It’s a long story. But, I’ll sum it up in three words. I got tired.
Tired of trying to fit in. Tired of trying to conform. Tired of wearing a mask. Tired of leaving pieces of who I was at the door so others could feel comfortable being completely themselves.
Tired of other people deciding how much I was worth. Tired of giving other people the power to determine when I got paid and how much. Tired of negotiating my value, my abilities, my freedom.
So, I jumped. I made the leap. I’d dreamed of being an entrepreneur for years. Not so much the CEO part, but certainly the part where I had control of my destiny and would create an enterprise that was my own. I don’t believe I thought it was a bed of roses, fields of purple lavender, or magnificent utopia. Nevertheless, I knew it offered a degree of freedom that the corporate plantation would never allow me. I’d also worked enough years in financial services to understand that every business at some point was a small business. Working in private equity taught me that small firms could have an enormous economic impact and make lots of money for both owners and investors. But, most importantly, I learned those with the real power founded and ran their own company. They had a courage and fortitude those satisfied with merely coming in to collect their paychecks did not. I always wanted to be like them, the one whose name was on the check.
I love being an entrepreneur. It’s freedom. A freedom I don’t think I would have ever experienced in corporate America — -especially, as a black woman.The loneliness of entrepreneurship I was not prepared for, which I don’t think anyone is ever truly prepared.
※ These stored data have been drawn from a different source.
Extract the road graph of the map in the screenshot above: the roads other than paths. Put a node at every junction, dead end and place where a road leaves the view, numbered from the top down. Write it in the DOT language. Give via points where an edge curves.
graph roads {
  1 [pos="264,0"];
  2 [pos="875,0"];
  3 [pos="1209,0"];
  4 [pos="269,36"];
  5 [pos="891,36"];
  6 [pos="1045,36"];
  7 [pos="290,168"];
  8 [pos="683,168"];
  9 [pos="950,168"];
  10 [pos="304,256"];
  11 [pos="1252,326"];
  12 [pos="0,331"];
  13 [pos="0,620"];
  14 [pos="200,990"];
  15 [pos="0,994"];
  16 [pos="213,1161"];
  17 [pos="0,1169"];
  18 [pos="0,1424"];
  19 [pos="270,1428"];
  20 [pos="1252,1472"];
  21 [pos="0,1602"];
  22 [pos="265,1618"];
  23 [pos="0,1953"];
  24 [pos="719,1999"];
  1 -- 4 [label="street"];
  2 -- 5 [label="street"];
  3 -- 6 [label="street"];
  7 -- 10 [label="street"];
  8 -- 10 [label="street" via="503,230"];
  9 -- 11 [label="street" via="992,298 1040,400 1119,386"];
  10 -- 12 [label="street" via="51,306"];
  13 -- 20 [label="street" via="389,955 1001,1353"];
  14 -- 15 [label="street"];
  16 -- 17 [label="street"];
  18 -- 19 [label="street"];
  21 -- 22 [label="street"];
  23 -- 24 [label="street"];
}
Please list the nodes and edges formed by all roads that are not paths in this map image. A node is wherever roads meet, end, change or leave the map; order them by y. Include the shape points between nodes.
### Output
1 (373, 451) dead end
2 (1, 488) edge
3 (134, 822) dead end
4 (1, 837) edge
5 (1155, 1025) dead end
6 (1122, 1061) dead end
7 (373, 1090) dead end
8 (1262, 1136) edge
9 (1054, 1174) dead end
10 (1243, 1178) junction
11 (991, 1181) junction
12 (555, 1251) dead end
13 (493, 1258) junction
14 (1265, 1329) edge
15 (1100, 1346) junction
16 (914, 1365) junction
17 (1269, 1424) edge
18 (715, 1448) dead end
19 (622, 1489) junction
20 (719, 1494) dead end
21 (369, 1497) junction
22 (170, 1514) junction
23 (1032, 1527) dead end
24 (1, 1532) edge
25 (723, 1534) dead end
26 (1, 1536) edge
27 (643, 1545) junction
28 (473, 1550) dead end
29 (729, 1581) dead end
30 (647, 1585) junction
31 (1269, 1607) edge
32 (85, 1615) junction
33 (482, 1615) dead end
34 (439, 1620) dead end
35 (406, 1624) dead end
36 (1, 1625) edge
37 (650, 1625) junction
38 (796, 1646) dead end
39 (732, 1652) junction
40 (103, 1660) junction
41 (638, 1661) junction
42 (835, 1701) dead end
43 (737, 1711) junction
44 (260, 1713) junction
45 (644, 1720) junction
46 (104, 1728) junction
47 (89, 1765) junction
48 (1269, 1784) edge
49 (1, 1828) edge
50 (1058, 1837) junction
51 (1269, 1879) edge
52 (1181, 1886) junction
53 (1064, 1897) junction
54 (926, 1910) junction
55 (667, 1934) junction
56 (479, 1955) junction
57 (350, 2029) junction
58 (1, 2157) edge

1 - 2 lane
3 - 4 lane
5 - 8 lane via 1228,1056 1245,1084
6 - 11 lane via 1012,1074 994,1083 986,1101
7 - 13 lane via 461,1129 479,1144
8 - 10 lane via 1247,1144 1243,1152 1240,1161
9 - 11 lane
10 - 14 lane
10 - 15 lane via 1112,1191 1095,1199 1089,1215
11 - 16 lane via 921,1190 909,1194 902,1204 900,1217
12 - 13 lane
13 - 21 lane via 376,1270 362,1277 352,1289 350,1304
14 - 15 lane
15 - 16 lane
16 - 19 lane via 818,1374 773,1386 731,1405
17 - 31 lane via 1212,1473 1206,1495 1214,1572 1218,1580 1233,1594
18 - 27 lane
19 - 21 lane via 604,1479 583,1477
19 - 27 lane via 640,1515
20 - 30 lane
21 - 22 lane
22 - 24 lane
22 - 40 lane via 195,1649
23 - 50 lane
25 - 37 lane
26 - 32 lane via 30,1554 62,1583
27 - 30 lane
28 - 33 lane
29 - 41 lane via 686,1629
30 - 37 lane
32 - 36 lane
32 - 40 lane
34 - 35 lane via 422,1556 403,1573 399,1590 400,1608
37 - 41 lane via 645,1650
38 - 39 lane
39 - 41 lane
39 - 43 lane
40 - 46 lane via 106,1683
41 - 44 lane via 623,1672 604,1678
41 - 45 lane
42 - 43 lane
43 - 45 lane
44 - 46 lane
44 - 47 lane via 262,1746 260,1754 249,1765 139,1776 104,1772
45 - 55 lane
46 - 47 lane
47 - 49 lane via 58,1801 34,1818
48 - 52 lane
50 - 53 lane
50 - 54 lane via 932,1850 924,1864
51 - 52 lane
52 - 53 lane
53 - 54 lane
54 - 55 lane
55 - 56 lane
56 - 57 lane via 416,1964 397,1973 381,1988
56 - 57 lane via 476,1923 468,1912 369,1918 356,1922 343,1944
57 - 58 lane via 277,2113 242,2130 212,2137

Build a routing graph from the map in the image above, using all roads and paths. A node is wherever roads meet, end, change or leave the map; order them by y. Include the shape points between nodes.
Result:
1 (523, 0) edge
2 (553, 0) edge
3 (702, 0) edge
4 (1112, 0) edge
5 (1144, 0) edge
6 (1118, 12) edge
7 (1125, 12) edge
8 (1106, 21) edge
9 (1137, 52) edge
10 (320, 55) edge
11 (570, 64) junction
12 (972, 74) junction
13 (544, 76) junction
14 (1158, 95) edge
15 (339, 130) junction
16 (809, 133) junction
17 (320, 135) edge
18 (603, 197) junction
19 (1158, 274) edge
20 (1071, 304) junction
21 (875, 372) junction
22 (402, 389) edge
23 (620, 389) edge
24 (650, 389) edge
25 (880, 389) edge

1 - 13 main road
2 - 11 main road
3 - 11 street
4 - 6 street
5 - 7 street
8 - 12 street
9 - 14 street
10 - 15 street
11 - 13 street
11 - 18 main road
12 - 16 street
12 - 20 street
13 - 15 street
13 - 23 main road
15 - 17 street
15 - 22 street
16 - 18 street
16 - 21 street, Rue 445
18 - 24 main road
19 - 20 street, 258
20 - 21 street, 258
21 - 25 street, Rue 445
Not the kind of loneliness you feel after a breakup; or after someone dies. Or even the loneliness of solitary confinement. It’s a different kind of loneliness. It’s the kind of loneliness I imagine foreigners feel in a new country where no one understands their language or culture. There are others out there who can, but they often are not in your immediate circle. You don’t see them regularly. You have to go out and find them. Create a new squad. Search for a different tribe. Join a new team. Most people don’t understand the life of an entrepreneur — -only other entrepreneurs seem to understand your life, your struggle, your drive, your schedule.
Still, I wouldn’t trade it. It’s not easy, but I’m jubilant. I’m more motivated than I’ve ever been. It feels great. I learn every day. Every day, I experience new challenges. I am forced to grow and wrestle with myself, my doubts, my fears, and my choices. It’s the most exhilarating feeling I’ve ever had. I’m not looking back. The only question I have now is: Why the hell did it take me so long to get here?!?!
And, that is a discussion for another day.